Infelizmente, em Sergipe, os governos estadual e municipal (Aracaju) não estão sensíveis às pautas dos trabalhadores e dos movimentos e agem de forma truculenta contra as melhorias salariais e de condições de trabalho. Em Sergipe será preciso dizer também, nas ruas, que os trabalhadores não vão pagar a conta da crise. É preciso lembrar que os trabalhadores não mudaram de lado, ao contrário de muitos. Participe do ato do dia 30!

 

Dia simbólicoO dia 30 também é simbólico, pois nesta data se lembra a defesa da terra Palestina, a solidariedade contra a política imperialista do Estado de Israel, pela soberania e autodeterminação dos povos.

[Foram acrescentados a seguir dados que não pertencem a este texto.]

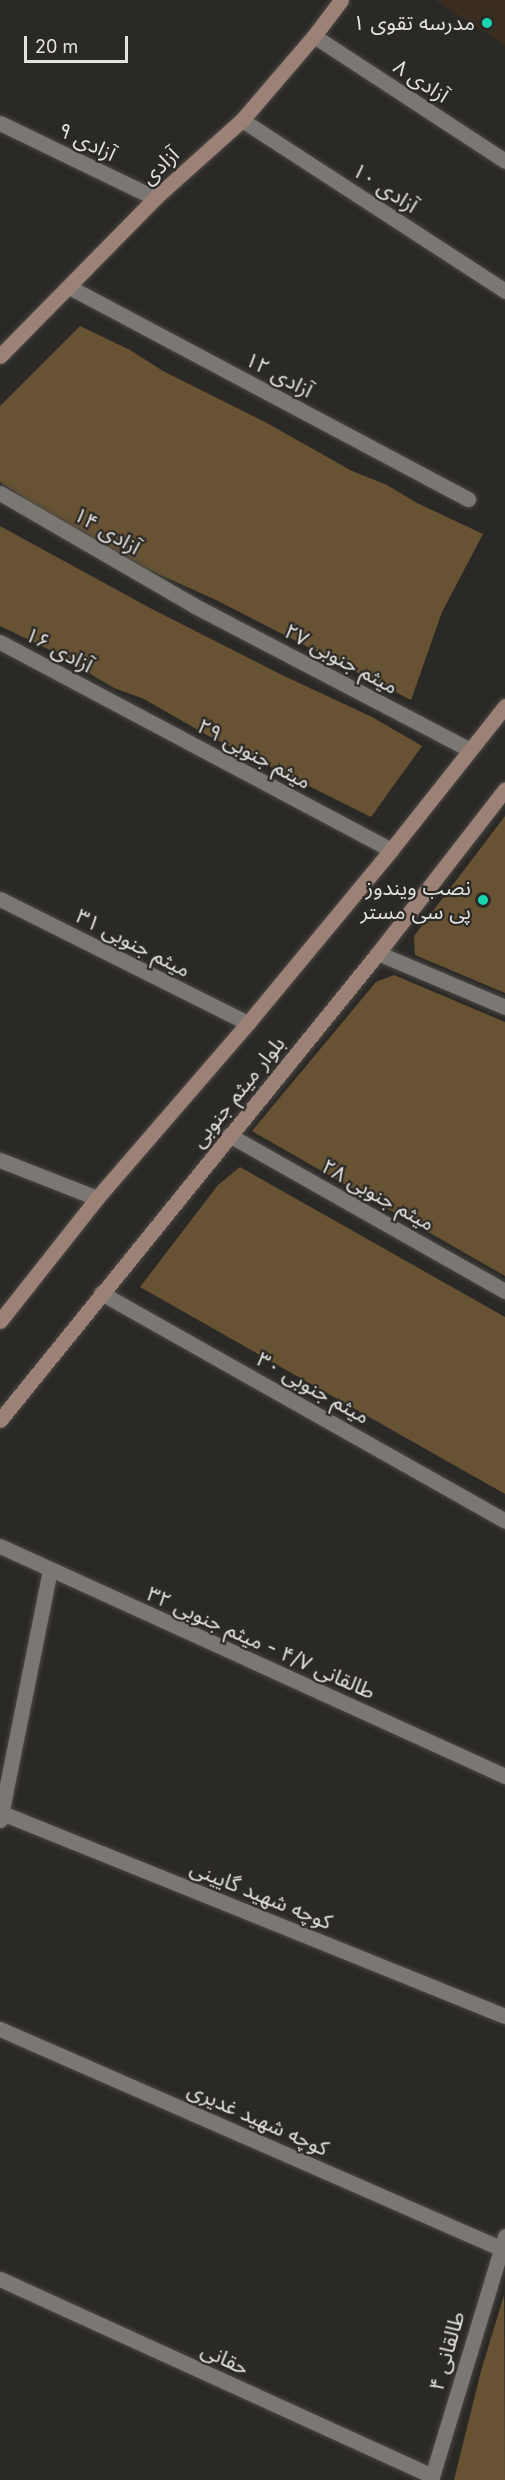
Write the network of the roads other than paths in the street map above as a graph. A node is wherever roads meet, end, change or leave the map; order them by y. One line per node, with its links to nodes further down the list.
1 (341, 0): 2 (main road, آزادی)
2 (314, 36): 3 (main road, آزادی); 5 (street, آزادی ۸)
3 (242, 120): 6 (main road, آزادی); 8 (street, آزادی ۱۰)
4 (0, 123): 6 (street, آزادی ۹)
5 (505, 161)
6 (155, 198): 7 (main road, آزادی)
7 (69, 287): 9 (main road, آزادی); 11 (street, آزادی ۱۲)
8 (505, 291)
9 (0, 356)
10 (0, 493): 12 (street, آزادی ۱۴)
11 (468, 499)
12 (194, 605): 16 (street, میثم جنوبی ۲۷)
13 (0, 642): 14 (street, آزادی ۱۶)
14 (98, 695): 18 (street, میثم جنوبی ۲۹)
15 (505, 706): 16 (main road, بلوار میثم جنوبی)
16 (470, 749): 18 (main road, بلوار میثم جنوبی)
17 (505, 789): 20 (main road, بلوار میثم جنوبی)
18 (391, 850): 22 (main road, بلوار میثم جنوبی)
19 (0, 899): 22 (street, میثم جنوبی ۳۱)
20 (378, 953): 21 (street); 23 (main road, بلوار میثم جنوبی)
21 (505, 1007)
22 (248, 1023): 25 (main road, بلوار میثم جنوبی)
23 (230, 1135): 26 (street, میثم جنوبی ۲۸); 27 (main road, بلوار میثم جنوبی)
24 (0, 1160): 25 (street)
25 (97, 1198): 28 (main road, بلوار میثم جنوبی)
26 (505, 1291)
27 (101, 1293): 29 (main road, بلوار میثم جنوبی); 30 (street, میثم جنوبی ۳۰)
28 (0, 1320)
29 (0, 1420)
30 (505, 1521)
31 (0, 1546): 32 (street, طالقانی ۴/۷ - میثم جنوبی ۳۲)
32 (50, 1570): 33 (street, طالقانی ۴/۷ - میثم جنوبی ۳۲); 34 (street)
33 (505, 1776)
34 (1, 1817): 35 (street, کوچه شهید گایینی)
35 (505, 2016)
36 (0, 2029): 37 (street, کوچه شهید غدیری)
37 (502, 2242): 39 (street, طالقانی ۴)
38 (0, 2279): 39 (street, حقانی)
39 (431, 2478)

Contra-ponto – Edson UlissesNa coluna da última segunda-feira, dia 23, a advogada Márcia Menezes, uma profissional das mais sérias e comprometidas com a Justiça que conheço, lamentou o artigo sobre “Para que serve um cunhado?”. Também seguiram a mesma linha as internautas Ana Duarte e Clara. Podem ler lá. Esclareço que conheço o senhor desembargador Edson Ulisses, que o tenho na minha quota pessoal de amizade como de um homem sério, correto e que tem uma história irretocável na vida sergipana. Edson é profundamente capaz, sua vida profissional deve ser um espelho para os advogados, principalmente por sua militância em defesa dos direitos humanos. Mas veja, o artigo não entra nessa questão. Não há nenhum desrespeito ao desembargador. As primeiras linhas são um registro do cotidiano familiar, de qualquer pessoa do povo, como sempre fiz. Não tem nada de específico. Não há ironia. A liberdade de crítica aqui exercida se deu apenas em um fato administrativo isolado: a não recusa de Edson Ulisses em julgar uma ação que tem entre as partes o governador que o nomeou e é seu cunhado. Pessoalmente, sempre defenderei que ele devia se manifestar impedido, como o já fez em outras ações anteriores (sabiam disso?) a bem da Justiça justa, evitando assim desgastes desnecessários para ele e para o governador. O desembargador Cláudio Déda se declarou impedido imediatamente. Além disso, será que os mesmos fundamentos da ilegalidade da greve usados por Edson Ulisses não estariam também na decisão de qualquer outro desembargador? A decisão de Edson Ulisses pode abrir um precedente perigosíssimo para a aplicação da Justiça quando o assunto for greve de servidor do Estado. Doutora Márcia e demais internautas, não costumo comentar comentários. Sou um defensor radical das manifestações em contrário às minhas. Procuro ter um profundo respeito com as visões discordantes. Aliás, elas são maioria aqui na coluna. Mas para não restar dúvidas diante dos comentários fiz questão de postar esse contra-ponto. Grande abraço.